Length: This paper has 5 pages (real exam is longer) including this cover page.
Authorised materials: Lecture slides, workshop materials, prescribed reading, your own projects. Calculators: permitted
Instructions to students: The total marks for the real exam is 120 (practice exam has fewer questions and marks), corresponding to the number of minutes available. The mark will be scaled to compute your final exam grade.
This paper has three parts, A-C. You should attempt all the questions.
This is an open book exam (see authorised materials above). You should enter your answers in a Word document or PDF, which can include typed and/or hand-written answers. You should answer each ques- tion on a separate page, i.e., start a new page for each of Questions 1–6 – parts within questions do not need new pages.

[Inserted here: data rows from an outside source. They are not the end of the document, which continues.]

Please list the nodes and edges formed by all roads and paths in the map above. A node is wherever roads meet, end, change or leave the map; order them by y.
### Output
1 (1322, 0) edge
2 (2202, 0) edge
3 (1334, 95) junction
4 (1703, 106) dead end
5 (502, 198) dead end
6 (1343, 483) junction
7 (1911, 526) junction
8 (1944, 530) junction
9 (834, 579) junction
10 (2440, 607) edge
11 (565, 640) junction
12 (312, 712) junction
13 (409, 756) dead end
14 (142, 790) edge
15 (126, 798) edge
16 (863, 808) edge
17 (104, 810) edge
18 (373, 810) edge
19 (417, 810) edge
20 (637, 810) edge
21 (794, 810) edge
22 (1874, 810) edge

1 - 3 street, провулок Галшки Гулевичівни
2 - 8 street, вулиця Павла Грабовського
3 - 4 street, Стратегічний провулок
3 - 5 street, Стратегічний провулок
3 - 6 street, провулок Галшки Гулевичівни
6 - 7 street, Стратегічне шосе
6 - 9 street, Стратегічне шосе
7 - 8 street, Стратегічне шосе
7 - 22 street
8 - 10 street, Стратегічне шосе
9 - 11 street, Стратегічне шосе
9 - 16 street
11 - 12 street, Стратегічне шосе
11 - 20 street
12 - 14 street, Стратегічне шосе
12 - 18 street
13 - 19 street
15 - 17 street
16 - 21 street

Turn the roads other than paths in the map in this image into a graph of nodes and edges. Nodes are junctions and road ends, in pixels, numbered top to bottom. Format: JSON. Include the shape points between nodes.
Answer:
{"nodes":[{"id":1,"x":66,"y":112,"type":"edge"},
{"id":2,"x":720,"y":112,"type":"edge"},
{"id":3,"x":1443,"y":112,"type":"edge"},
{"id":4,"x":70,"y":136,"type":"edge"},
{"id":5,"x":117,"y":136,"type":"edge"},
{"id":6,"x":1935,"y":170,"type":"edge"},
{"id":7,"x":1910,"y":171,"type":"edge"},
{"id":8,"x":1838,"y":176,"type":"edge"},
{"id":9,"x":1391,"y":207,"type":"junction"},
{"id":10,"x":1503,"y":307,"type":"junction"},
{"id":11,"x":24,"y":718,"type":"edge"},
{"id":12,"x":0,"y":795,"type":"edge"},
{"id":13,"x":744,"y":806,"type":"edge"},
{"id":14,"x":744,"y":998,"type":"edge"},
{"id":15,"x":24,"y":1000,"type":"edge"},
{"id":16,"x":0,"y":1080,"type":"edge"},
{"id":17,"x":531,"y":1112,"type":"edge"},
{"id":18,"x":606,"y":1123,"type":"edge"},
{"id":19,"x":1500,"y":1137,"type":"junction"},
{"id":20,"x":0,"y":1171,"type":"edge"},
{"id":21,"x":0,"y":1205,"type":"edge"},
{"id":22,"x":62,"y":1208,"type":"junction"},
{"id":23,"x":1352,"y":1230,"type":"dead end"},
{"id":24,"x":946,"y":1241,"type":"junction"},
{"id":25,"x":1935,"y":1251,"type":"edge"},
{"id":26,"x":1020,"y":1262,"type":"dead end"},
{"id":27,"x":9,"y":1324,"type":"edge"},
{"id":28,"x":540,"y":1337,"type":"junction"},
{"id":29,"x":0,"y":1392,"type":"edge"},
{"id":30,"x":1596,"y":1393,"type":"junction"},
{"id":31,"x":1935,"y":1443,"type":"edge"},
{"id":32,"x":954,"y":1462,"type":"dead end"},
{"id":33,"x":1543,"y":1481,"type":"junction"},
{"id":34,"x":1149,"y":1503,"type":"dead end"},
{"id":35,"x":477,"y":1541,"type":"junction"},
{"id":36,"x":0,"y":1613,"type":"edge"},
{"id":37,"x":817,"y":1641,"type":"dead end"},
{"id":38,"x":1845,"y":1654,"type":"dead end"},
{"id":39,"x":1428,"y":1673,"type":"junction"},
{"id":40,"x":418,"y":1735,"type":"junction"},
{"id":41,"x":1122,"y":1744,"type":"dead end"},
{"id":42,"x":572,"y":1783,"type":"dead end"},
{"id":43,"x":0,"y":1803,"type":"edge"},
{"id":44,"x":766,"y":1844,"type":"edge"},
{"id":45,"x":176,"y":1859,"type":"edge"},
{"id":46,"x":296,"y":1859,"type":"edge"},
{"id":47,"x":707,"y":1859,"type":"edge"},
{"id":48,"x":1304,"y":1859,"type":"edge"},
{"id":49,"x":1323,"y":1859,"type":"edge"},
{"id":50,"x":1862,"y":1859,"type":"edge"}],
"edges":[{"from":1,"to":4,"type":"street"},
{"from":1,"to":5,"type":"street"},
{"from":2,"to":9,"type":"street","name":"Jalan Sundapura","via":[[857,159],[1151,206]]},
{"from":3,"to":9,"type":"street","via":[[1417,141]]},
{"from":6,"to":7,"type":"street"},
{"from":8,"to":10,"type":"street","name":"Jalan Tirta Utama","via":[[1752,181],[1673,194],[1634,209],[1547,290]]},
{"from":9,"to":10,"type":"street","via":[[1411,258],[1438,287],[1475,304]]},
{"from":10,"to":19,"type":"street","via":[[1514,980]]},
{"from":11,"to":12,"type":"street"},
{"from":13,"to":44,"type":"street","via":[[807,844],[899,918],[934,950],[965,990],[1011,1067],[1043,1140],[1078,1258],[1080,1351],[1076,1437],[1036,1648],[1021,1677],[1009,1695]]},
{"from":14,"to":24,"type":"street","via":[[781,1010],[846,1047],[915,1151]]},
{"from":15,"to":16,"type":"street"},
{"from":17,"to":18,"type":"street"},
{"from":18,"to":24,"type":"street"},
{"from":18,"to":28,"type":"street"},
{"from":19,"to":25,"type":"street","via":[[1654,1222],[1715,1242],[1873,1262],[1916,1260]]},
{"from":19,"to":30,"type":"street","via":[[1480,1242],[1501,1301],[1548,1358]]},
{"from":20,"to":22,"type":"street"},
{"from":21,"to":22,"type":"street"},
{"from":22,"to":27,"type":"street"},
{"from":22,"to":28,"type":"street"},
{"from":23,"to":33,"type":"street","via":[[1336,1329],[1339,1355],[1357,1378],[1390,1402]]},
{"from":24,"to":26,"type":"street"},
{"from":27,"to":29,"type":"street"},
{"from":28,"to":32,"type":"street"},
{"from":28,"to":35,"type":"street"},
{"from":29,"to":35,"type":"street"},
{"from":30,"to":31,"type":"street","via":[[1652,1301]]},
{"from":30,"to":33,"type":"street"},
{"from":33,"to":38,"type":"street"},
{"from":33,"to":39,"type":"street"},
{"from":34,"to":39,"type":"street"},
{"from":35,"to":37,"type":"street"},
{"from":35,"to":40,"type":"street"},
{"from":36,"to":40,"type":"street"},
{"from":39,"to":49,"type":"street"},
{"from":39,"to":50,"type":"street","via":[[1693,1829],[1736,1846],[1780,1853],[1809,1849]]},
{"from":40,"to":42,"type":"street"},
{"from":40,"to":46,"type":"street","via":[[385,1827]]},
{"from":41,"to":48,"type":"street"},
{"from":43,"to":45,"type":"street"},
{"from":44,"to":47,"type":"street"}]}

Write the question number clearly at the top of each page. You have unlimited attempts to submit your answer during the course of the exam, but only your last submission is used for marking.
You must not use materials other than those authorised above. You should not use private tutor notes, nor use materials off the Internet. You are not permitted to communicate with others for the duration of the exam, other than to ask questions of the teaching staff via the Exam chat tool in Canvas (BigBlue- Button). Your computer, phone and/or tablet should only be used to access the authorised materials, enter or photograph your answers, and upload these files.
Library: This paper is to be lodged with the Baillieu Library.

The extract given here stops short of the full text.